Segment Start: Input records

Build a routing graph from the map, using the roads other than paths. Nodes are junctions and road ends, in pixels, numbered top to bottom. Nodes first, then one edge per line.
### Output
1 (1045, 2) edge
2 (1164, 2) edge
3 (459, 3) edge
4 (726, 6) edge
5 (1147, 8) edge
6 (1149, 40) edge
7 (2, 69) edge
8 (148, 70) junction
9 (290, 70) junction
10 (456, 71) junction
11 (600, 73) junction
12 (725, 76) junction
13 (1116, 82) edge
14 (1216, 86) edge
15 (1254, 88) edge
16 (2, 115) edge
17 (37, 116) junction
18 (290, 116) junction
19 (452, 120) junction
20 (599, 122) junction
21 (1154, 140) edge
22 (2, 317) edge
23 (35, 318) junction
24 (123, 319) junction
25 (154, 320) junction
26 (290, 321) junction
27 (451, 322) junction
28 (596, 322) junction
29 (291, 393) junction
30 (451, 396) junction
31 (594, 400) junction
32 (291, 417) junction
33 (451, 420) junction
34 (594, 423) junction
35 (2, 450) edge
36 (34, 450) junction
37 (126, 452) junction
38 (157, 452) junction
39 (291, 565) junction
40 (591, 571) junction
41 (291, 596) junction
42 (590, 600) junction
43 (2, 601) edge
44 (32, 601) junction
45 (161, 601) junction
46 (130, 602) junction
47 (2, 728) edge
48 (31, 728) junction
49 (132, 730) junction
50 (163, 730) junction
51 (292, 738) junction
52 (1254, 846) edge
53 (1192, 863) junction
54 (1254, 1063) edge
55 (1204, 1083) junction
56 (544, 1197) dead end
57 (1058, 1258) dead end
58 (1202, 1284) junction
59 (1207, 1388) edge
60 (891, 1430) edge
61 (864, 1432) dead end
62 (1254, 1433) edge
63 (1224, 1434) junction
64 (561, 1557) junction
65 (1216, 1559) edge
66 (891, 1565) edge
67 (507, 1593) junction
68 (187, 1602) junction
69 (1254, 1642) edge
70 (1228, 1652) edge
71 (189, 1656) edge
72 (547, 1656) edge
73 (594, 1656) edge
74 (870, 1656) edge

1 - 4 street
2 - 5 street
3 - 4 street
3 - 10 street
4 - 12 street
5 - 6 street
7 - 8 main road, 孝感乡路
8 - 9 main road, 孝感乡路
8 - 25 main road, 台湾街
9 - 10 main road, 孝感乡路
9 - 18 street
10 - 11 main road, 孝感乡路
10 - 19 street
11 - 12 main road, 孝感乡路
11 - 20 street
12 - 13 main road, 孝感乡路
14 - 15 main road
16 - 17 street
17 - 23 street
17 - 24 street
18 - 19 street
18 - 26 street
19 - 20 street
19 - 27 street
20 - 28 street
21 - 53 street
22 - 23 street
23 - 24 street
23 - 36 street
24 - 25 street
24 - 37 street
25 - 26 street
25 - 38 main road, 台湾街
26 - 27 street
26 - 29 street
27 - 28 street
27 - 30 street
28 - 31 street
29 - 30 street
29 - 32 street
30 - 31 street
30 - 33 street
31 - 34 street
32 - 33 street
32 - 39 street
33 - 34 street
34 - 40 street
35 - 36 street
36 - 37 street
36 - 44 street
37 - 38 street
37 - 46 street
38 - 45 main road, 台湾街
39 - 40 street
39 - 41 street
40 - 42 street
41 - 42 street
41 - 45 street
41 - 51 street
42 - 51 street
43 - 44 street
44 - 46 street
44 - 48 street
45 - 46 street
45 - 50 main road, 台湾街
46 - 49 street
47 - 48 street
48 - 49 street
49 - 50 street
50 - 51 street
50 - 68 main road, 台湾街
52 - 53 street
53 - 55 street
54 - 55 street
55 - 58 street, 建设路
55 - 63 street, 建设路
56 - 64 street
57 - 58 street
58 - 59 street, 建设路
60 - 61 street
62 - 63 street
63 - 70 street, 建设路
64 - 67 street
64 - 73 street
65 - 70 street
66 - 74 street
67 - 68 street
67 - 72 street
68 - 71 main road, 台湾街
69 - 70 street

Segment End: Input records

Task goal:
The number of lines above containing the word "dead" is all that should be returned.

Finished task:
3